Dataset entries
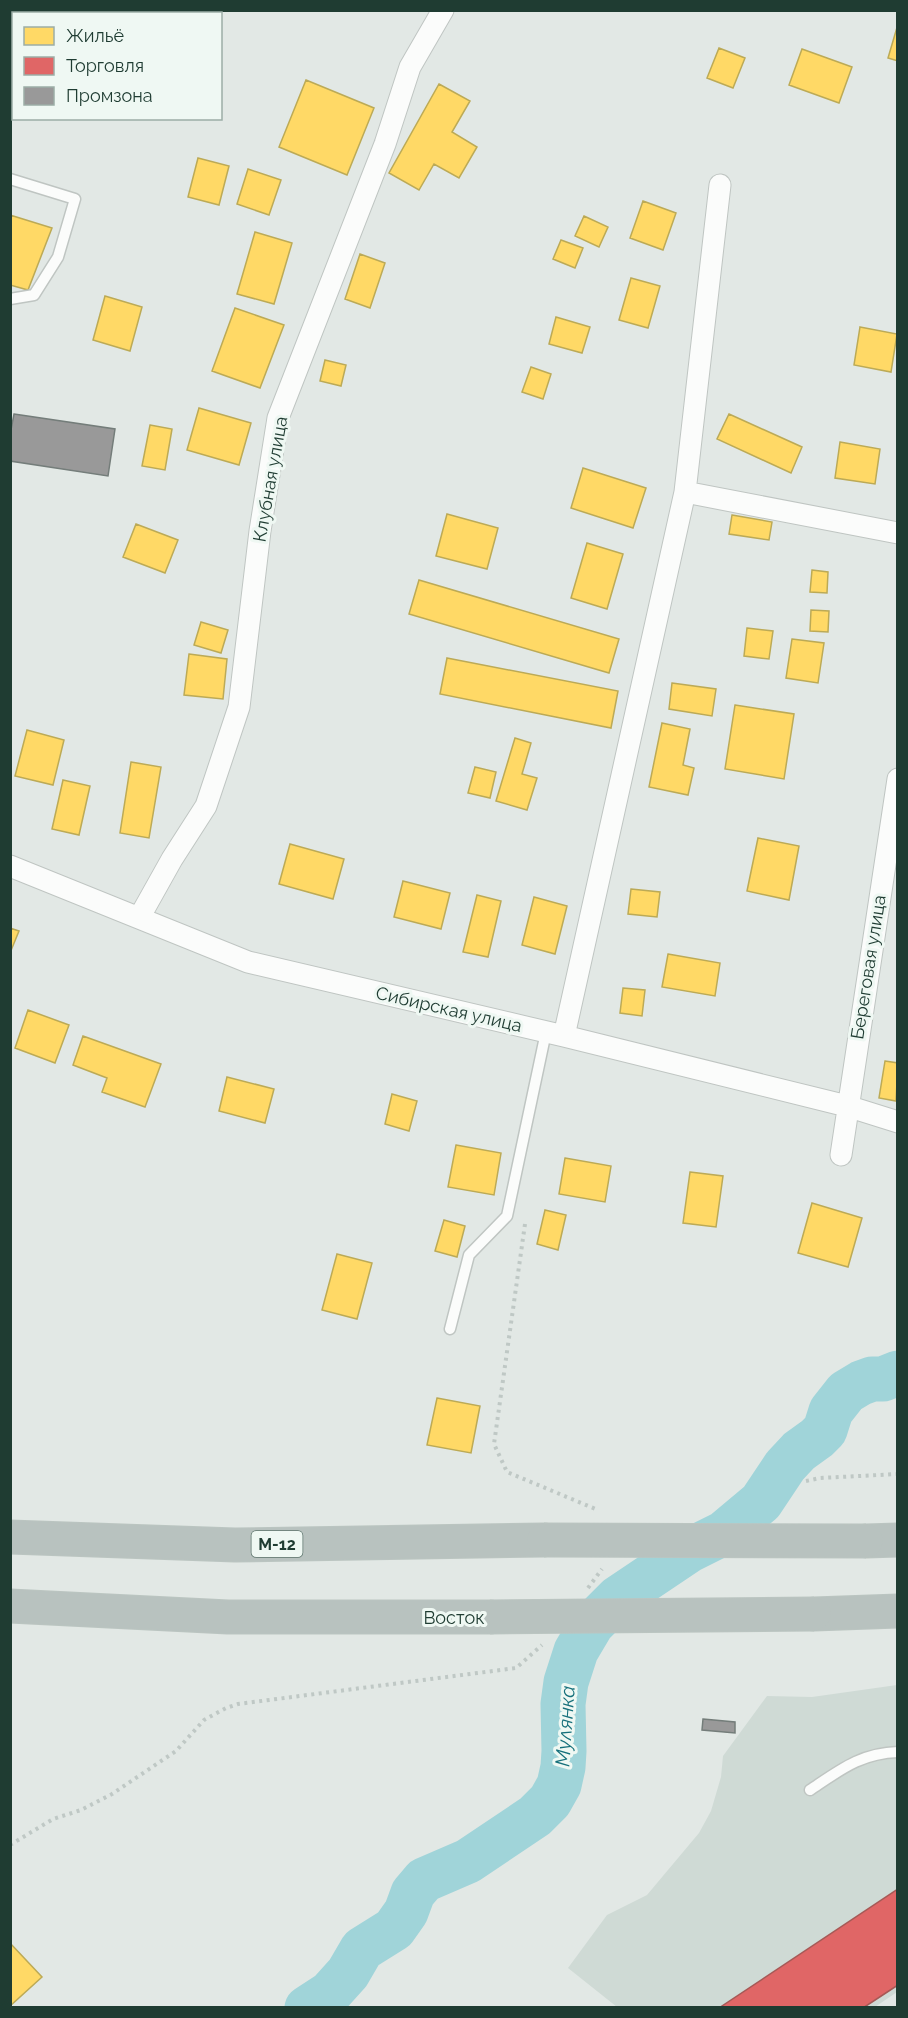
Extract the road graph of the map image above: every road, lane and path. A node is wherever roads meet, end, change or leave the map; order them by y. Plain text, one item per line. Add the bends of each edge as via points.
1 (442, 10) edge
2 (10, 179) edge
3 (720, 185) dead end
4 (10, 299) edge
5 (686, 492) junction
6 (897, 533) edge
7 (897, 779) edge
8 (10, 866) edge
9 (139, 918) junction
10 (555, 1034) junction
11 (847, 1106) junction
12 (897, 1122) edge
13 (841, 1155) dead end
14 (450, 1329) dead end
15 (897, 1474) edge
16 (806, 1481) dead end
17 (10, 1537) edge
18 (882, 1540) edge
19 (10, 1606) edge
20 (897, 1611) edge
21 (897, 1752) edge
22 (810, 1790) dead end

1 - 9 street, Клубная улица via 410,67 385,144 279,418 260,531 240,707 206,806
2 - 4 lane via 75,199 58,257 34,295
3 - 5 street
5 - 6 street
5 - 10 street
7 - 11 street, Береговая улица
8 - 9 street, Сибирская улица
9 - 10 street, Сибирская улица via 248,962
10 - 11 street, Сибирская улица
10 - 14 lane via 507,1216 469,1255
11 - 12 street, Сибирская улица
11 - 13 street, Береговая улица
15 - 16 path
17 - 18 highway, М-12, bridge via 235,1545
19 - 20 highway, Восток, bridge via 228,1617
21 - 22 lane via 864,1757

Exercise goal: Omit every picture while transcribing the records above exactly.

Task result:
Extract the road graph of the map image above: every road, lane and path. A node is wherever roads meet, end, change or leave the map; order them by y. Plain text, one item per line. Add the bends of each edge as via points.
1 (442, 10) edge
2 (10, 179) edge
3 (720, 185) dead end
4 (10, 299) edge
5 (686, 492) junction
6 (897, 533) edge
7 (897, 779) edge
8 (10, 866) edge
9 (139, 918) junction
10 (555, 1034) junction
11 (847, 1106) junction
12 (897, 1122) edge
13 (841, 1155) dead end
14 (450, 1329) dead end
15 (897, 1474) edge
16 (806, 1481) dead end
17 (10, 1537) edge
18 (882, 1540) edge
19 (10, 1606) edge
20 (897, 1611) edge
21 (897, 1752) edge
22 (810, 1790) dead end

1 - 9 street, Клубная улица via 410,67 385,144 279,418 260,531 240,707 206,806
2 - 4 lane via 75,199 58,257 34,295
3 - 5 street
5 - 6 street
5 - 10 street
7 - 11 street, Береговая улица
8 - 9 street, Сибирская улица
9 - 10 street, Сибирская улица via 248,962
10 - 11 street, Сибирская улица
10 - 14 lane via 507,1216 469,1255
11 - 12 street, Сибирская улица
11 - 13 street, Береговая улица
15 - 16 path
17 - 18 highway, М-12, bridge via 235,1545
19 - 20 highway, Восток, bridge via 228,1617
21 - 22 lane via 864,1757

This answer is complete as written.